Dive Brief:
- The push for carbon-free energy will drive the growth of small modular reactors, or SMRs, with 300 of them expected to be online by 2050 supplying 731 TWh of power, according to the results of a survey the Nuclear Energy Institute conducted with a subset of its member utilities and released Aug. 5.
- The 19 polled utilities told NEI they plan to invest in SMRs but to date only one, the Utah Associated Municipal Power Systems, or UAMPS, has signed a deal for SMR units. “Honestly, the question is who is going to step up and rate base” SMRs, Jigar Shah, the Department of Energy’s Loan Programs Office director, wrote in an Aug. 12 tweet.
- Cost projections for emerging SMR technologies in an NEI-commissioned study accompanying the survey’s release are questioned by David Schlissel, director of resource planning analysis for the Institute of Energy Economics and Financial Analysts, because they rely on “very unrealistic cost and construction time assumptions.” Of growing concern is the safety of the units because of fighting at and around the largest nuclear plant in Europe in Southern Ukraine, Schissel said.
Dive Insight:
“It’s no longer ‘if’ we build but how can we build fast enough to meet demand,” to enable 300 SMRs to power half the homes in the U.S. over the next 25 years with 90 GW, NEI stated when releasing its findings from its limited poll. Of the19 surveyed, several utilities said they are evaluating installing SMRs at their shuttered coal plants, according to NEI.
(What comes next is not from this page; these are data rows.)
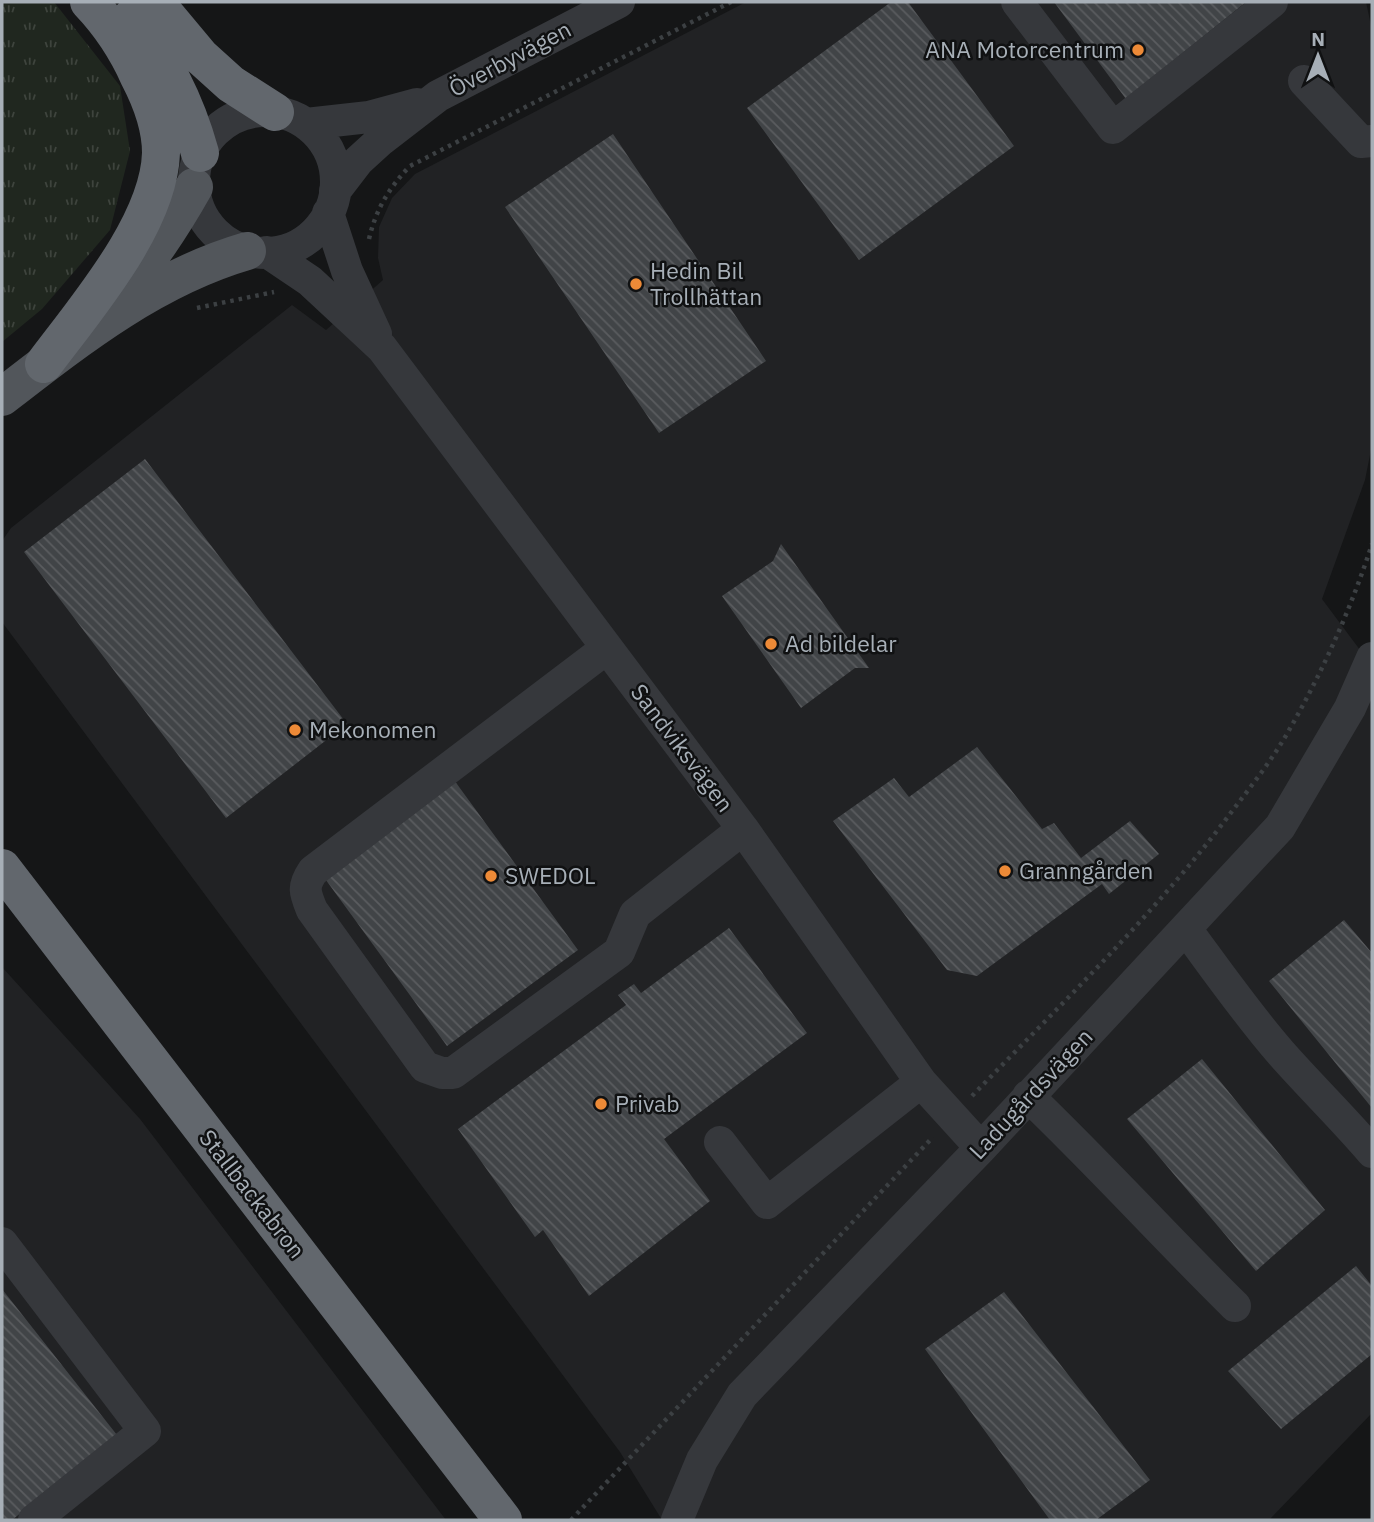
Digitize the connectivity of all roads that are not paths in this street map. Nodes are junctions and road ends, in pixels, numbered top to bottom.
1 (89, 2) edge
2 (114, 2) edge
3 (155, 2) edge
4 (619, 2) edge
5 (1017, 2) edge
6 (1272, 2) edge
7 (1304, 81) dead end
8 (438, 96) junction
9 (291, 118) junction
10 (1372, 141) edge
11 (197, 170) junction
12 (332, 202) junction
13 (257, 252) junction
14 (92, 327) junction
15 (382, 348) junction
16 (44, 365) junction
17 (2, 397) edge
18 (607, 648) junction
19 (1372, 658) edge
20 (743, 830) junction
21 (2, 869) edge
22 (1186, 929) junction
23 (920, 1082) junction
24 (1028, 1096) junction
25 (720, 1142) dead end
26 (981, 1148) junction
27 (1372, 1152) edge
28 (2, 1243) edge
29 (1235, 1306) dead end
30 (34, 1520) edge
31 (502, 1520) edge
32 (677, 1520) edge

1 - 16 highway
2 - 11 highway
3 - 9 highway
4 - 8 street, Överbyvägen
5 - 6 street
7 - 10 street
8 - 9 street, Överbyvägen
8 - 12 street, Överbyvägen
9 - 11 street
9 - 12 street
11 - 13 street
11 - 14 main road
12 - 13 street
12 - 15 street, Sandviksvägen
13 - 14 main road
13 - 15 street, Sandviksvägen
14 - 16 main road
15 - 18 street, Sandviksvägen
16 - 17 main road
18 - 20 street, Sandviksvägen
18 - 20 street
19 - 22 street, Ladugårdsvägen
20 - 23 street, Sandviksvägen
21 - 31 highway, Stallbackabron
22 - 24 street, Ladugårdsvägen
22 - 27 street
23 - 25 street
23 - 26 street, Sandviksvägen
24 - 26 street, Ladugårdsvägen
24 - 29 street
26 - 32 street, Ladugårdsvägen
28 - 30 street

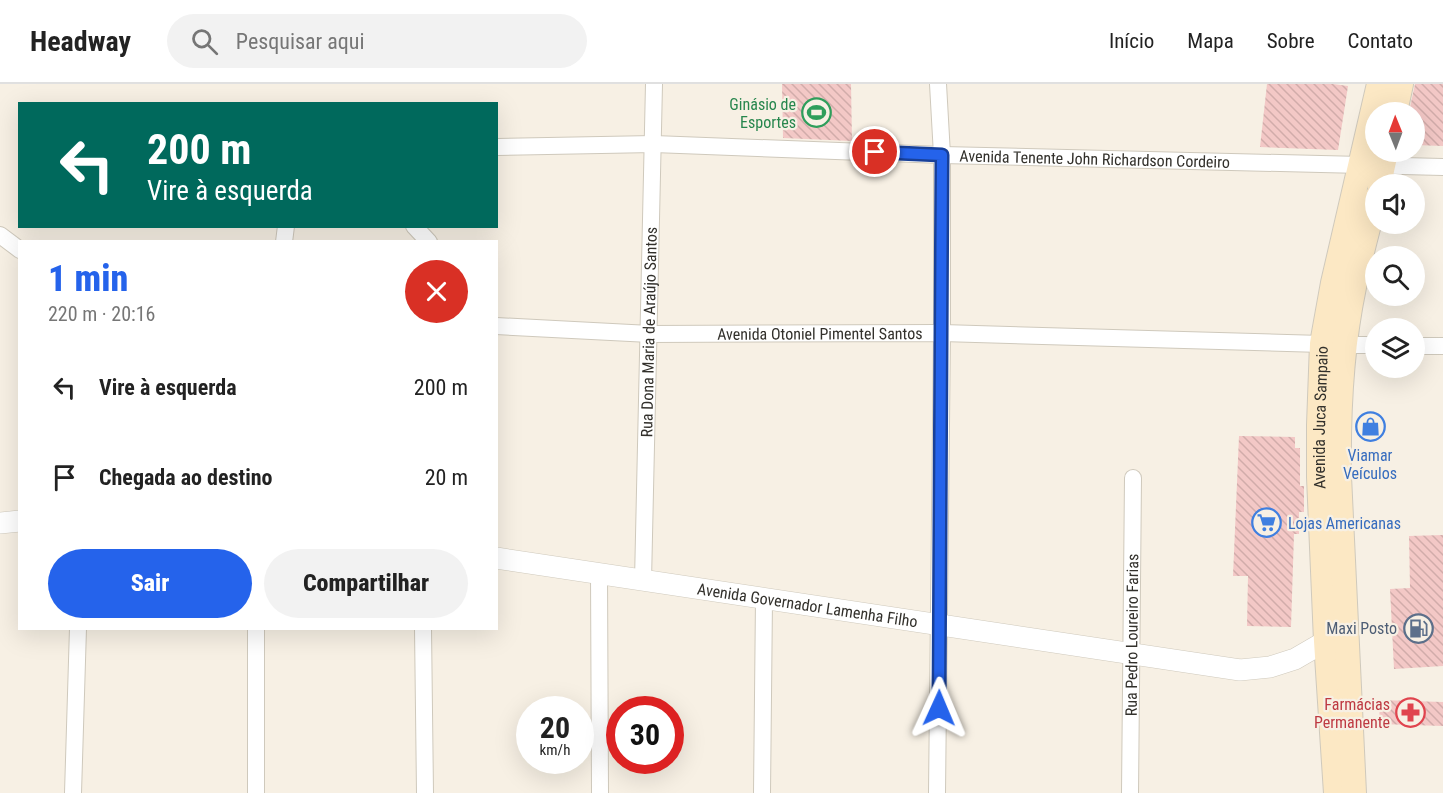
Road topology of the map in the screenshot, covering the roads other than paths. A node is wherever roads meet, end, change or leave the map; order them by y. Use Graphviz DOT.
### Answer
graph roads {
  1 [pos="654,84"];
  2 [pos="938,84"];
  3 [pos="1379,84"];
  4 [pos="1401,84"];
  5 [pos="1397,102"];
  6 [pos="654,144"];
  7 [pos="498,147"];
  8 [pos="942,155"];
  9 [pos="1443,166"];
  10 [pos="1377,167"];
  11 [pos="416,228"];
  12 [pos="1367,234"];
  13 [pos="0,235"];
  14 [pos="427,240"];
  15 [pos="18,248"];
  16 [pos="498,326"];
  17 [pos="942,333"];
  18 [pos="650,334"];
  19 [pos="1333,344"];
  20 [pos="1365,345"];
  21 [pos="1425,346"];
  22 [pos="1443,346"];
  23 [pos="1133,478"];
  24 [pos="18,521"];
  25 [pos="0,524"];
  26 [pos="498,558"];
  27 [pos="599,573"];
  28 [pos="643,581"];
  29 [pos="764,599"];
  30 [pos="940,624"];
  31 [pos="78,630"];
  32 [pos="256,630"];
  33 [pos="423,630"];
  34 [pos="1326,641"];
  35 [pos="1131,654"];
  36 [pos="73,793"];
  37 [pos="256,793"];
  38 [pos="425,793"];
  39 [pos="600,793"];
  40 [pos="762,793"];
  41 [pos="937,793"];
  42 [pos="1130,793"];
  43 [pos="1336,793"];
  44 [pos="1354,793"];
  1 -- 6 [label="street, Rua Dona Maria de Araújo Santos"];
  2 -- 8 [label="street"];
  3 -- 10 [label="main road, Avenida Juca Sampaio"];
  4 -- 5 [label="main road"];
  6 -- 7 [label="street, Avenida Tenente John Richardson Cordeiro"];
  6 -- 8 [label="street, Avenida Tenente John Richardson Cordeiro"];
  6 -- 18 [label="street, Rua Dona Maria de Araújo Santos"];
  8 -- 10 [label="street, Avenida Tenente John Richardson Cordeiro"];
  8 -- 17 [label="street"];
  9 -- 10 [label="street, Avenida Tenente John Richardson Cordeiro"];
  10 -- 19 [label="main road, Avenida Juca Sampaio"];
  11 -- 14 [label="street"];
  12 -- 19 [label="main road, Avenida Juca Sampaio"];
  13 -- 15 [label="street"];
  16 -- 18 [label="street, Avenida Otoniel Pimentel Santos"];
  17 -- 18 [label="street, Avenida Otoniel Pimentel Santos"];
  17 -- 19 [label="street, Avenida Otoniel Pimentel Santos"];
  17 -- 30 [label="street"];
  18 -- 28 [label="street, Rua Dona Maria de Araújo Santos"];
  19 -- 20 [label="street, Avenida Otoniel Pimentel Santos"];
  19 -- 34 [label="main road, Avenida Juca Sampaio"];
  19 -- 44 [label="main road, Avenida Juca Sampaio"];
  21 -- 22 [label="street"];
  23 -- 35 [label="street, Rua Pedro Loureiro Farias"];
  24 -- 25 [label="street"];
  26 -- 27 [label="street, Avenida Governador Lamenha Filho"];
  27 -- 28 [label="street, Avenida Governador Lamenha Filho"];
  27 -- 39 [label="street"];
  28 -- 29 [label="street, Avenida Governador Lamenha Filho"];
  29 -- 30 [label="street, Avenida Governador Lamenha Filho"];
  29 -- 40 [label="street"];
  30 -- 35 [label="street, Avenida Governador Lamenha Filho"];
  30 -- 41 [label="street"];
  31 -- 36 [label="street"];
  32 -- 37 [label="street"];
  33 -- 38 [label="street"];
  34 -- 35 [label="street, Avenida Governador Lamenha Filho"];
  34 -- 43 [label="main road, Avenida Juca Sampaio"];
  35 -- 42 [label="street, Rua Pedro Loureiro Farias"];
}
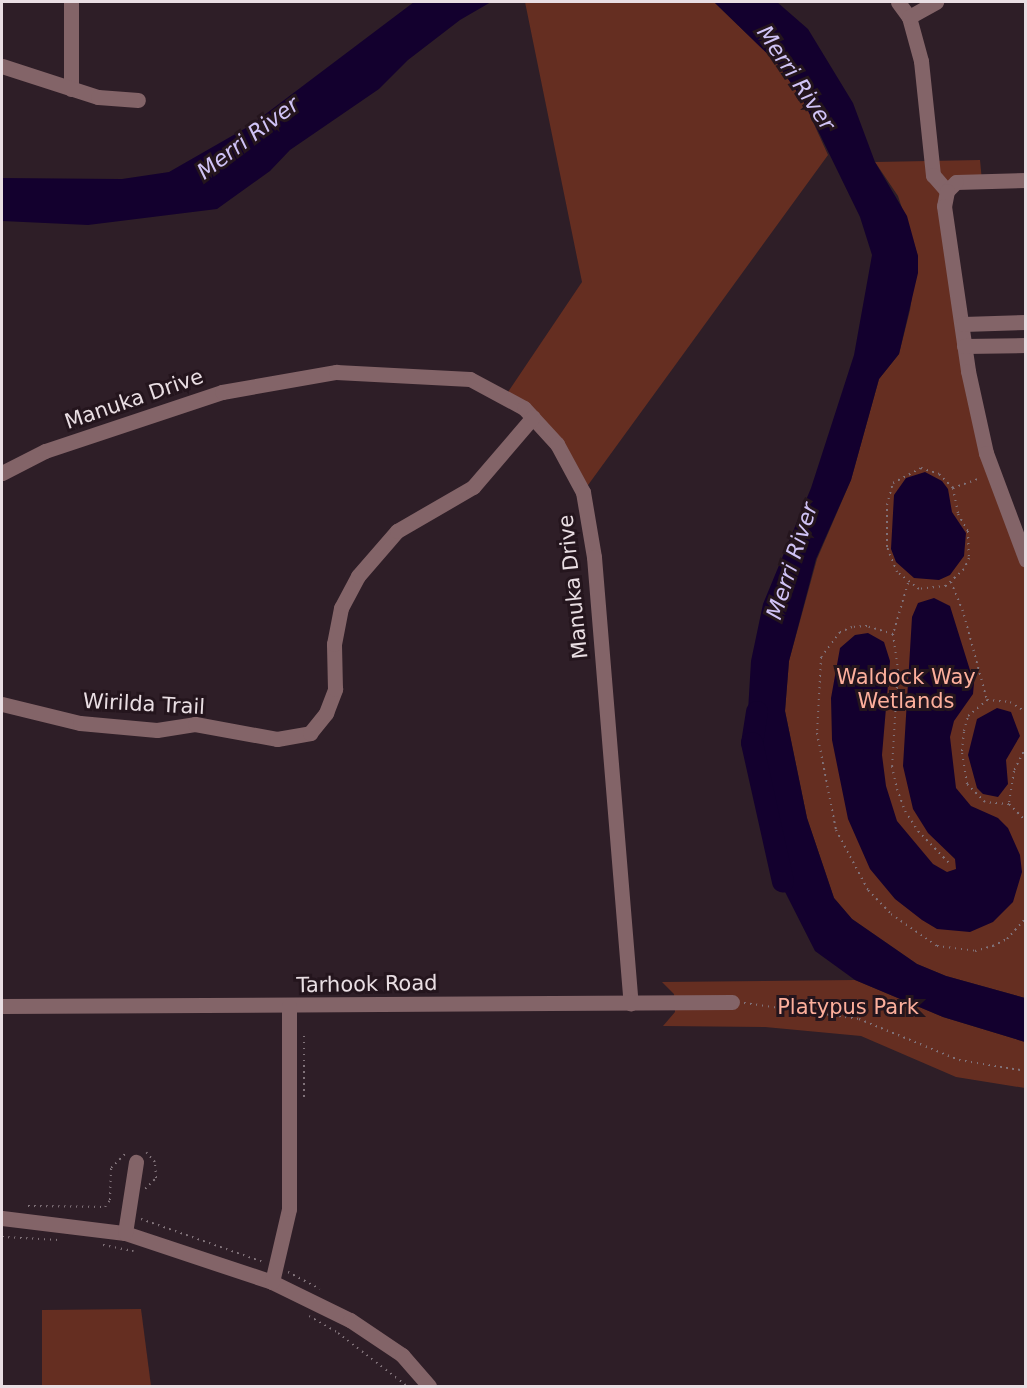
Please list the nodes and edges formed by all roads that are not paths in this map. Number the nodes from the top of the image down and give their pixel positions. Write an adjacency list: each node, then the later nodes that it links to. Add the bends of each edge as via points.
1 (71, 2): 6 (street)
2 (898, 2): 4 (street)
3 (936, 2): 4 (street)
4 (909, 17): 9 (street, via 921,61 933,175)
5 (2, 66): 6 (street)
6 (71, 89): 7 (street, via 98,97)
7 (138, 100)
8 (1026, 180): 9 (street, via 956,182)
9 (947, 192): 11 (street, via 944,206)
10 (1026, 322): 11 (street)
11 (963, 324): 13 (street)
12 (1026, 345): 13 (street)
13 (964, 346): 16 (street, via 986,453)
14 (533, 417): 15 (street, Manuka Drive, via 524,408 470,380 336,372 222,392 45,451); 17 (street, Wirilda Trail, via 473,487 397,531 358,576 341,608 335,689 326,713 310,733 278,739 195,724 157,730 80,723); 19 (street, Manuka Drive, via 557,444 584,492 594,557)
15 (2, 473)
16 (1025, 558)
17 (2, 704)
18 (732, 1002): 19 (street, Tarhook Road)
19 (631, 1003): 21 (street, Tarhook Road)
20 (2, 1006): 21 (street, Tarhook Road)
21 (289, 1006): 25 (street, via 289,1209)
22 (135, 1154): 24 (street)
23 (2, 1218): 24 (street)
24 (125, 1233): 25 (street)
25 (272, 1282): 26 (street, via 350,1320 402,1354)
26 (429, 1386)

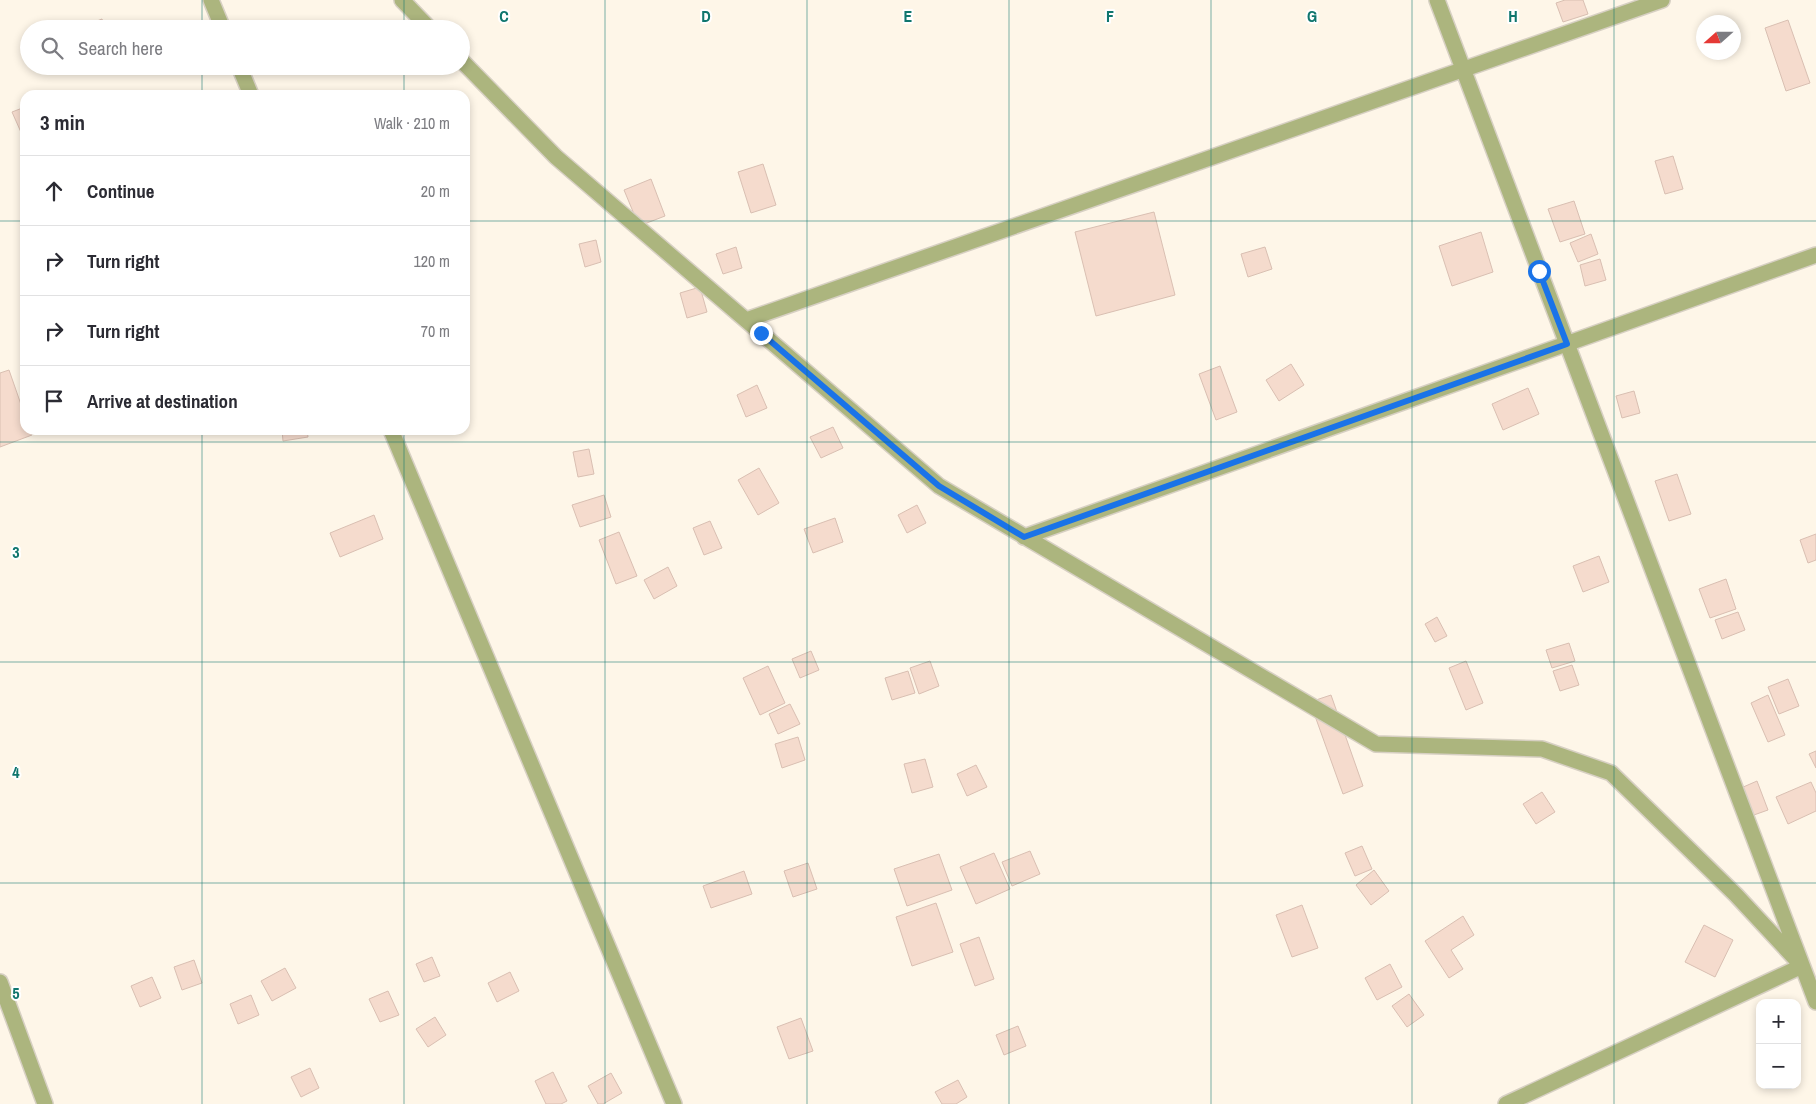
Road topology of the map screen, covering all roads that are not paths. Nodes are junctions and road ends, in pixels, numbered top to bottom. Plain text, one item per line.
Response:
1 (211, 0) edge
2 (402, 0) edge
3 (1437, 0) edge
4 (1662, 0) edge
5 (219, 20) edge
6 (421, 20) edge
7 (470, 69) edge
8 (1463, 69) junction
9 (243, 75) edge
10 (249, 90) edge
11 (1816, 255) edge
12 (746, 320) junction
13 (1567, 344) junction
14 (393, 435) edge
15 (1024, 537) junction
16 (1802, 966) junction
17 (0, 982) edge
18 (1816, 1002) edge
19 (46, 1104) edge
20 (674, 1104) edge
21 (1506, 1104) edge

1 - 5 street
2 - 6 street
3 - 8 street
4 - 8 street
7 - 12 street
8 - 12 street
8 - 13 street
9 - 10 street
11 - 13 street
12 - 15 street
13 - 15 street
13 - 16 street
14 - 20 street
15 - 16 street
16 - 18 street
16 - 21 street
17 - 19 street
NEI only surveyed utilities that have nuclear power in their energy generation mix, and ones without nuclear generation that are considering investing in small nuclear facilities. That includes UAMPS, which signed an agreement with NuScale for six 77 MW SMRs, and PacifiCorp, said NEI’s spokesperson Mary Love. “PacifiCorp is partnering with TerraPower to bring its Natrium design to a retired coal site in Wyoming,” she said.
A study by Vibrant Clean Energy commissioned by NEI estimated the costs of the “first of its kind” SMR at $3,800 per kW at the low end and $5,500 kW at the high end. The higher projected cost factors in possible deployment constraints, such as supply chain limits, license delays and a limited skilled workforce.
“No plants have been built so we don’t know what the cost will be,” said IEEFA’s Schlissel. He said that the history of nuclear energy in the U.S. has consistently shown that costs only escalate from the time a project is proposed to when it is built. He pointed to the Vogtle units 3 and 4 in Georgia, which are years behind schedule and billions of dollars over their initial budget. The two units, jointly owned by Georgia Power, the Municipal Electric Authority of Georgia, Oglethorpe Power and Dalton Utilities, as of May had a total cost estimate of more than $30 billion.
NuScale is the first SMR company to go public in the U.S. and the only one close to having its designed approved for use by the Nuclear Regulatory Commission. “NRC staff is taking the necessary steps to issue the final rule in the near future,” officially certifying the design, Scott Burnell, NRC spokesperson, wrote in an Aug. 8 email.
While the actual cost will be critical to successful commercialization of SMR technologies, plant safety is a close second, more so with Russia fighting in and around Ukraine’s Zaporizhzhia plant, and fears of an explosion causing a catastrophic radioactive release, according to Schlissel.
The American Nuclear Society President Steven Arndt and Executive Director and CEO Craig Piercy backed the the International Atomic Energy Agency protest of risks to the plant and its workers in Ukraine in an Aug. 6 statement.
“Absolutely, more protection is needed” at SMRs, Schlissel said.
NEI did not respond to queries about increasing protections at SMRs given Russia’s invasion of Ukraine.
CORRECTION: We have corrected this story's description of who owns the Vogtle units 3 and 4 in Georgia.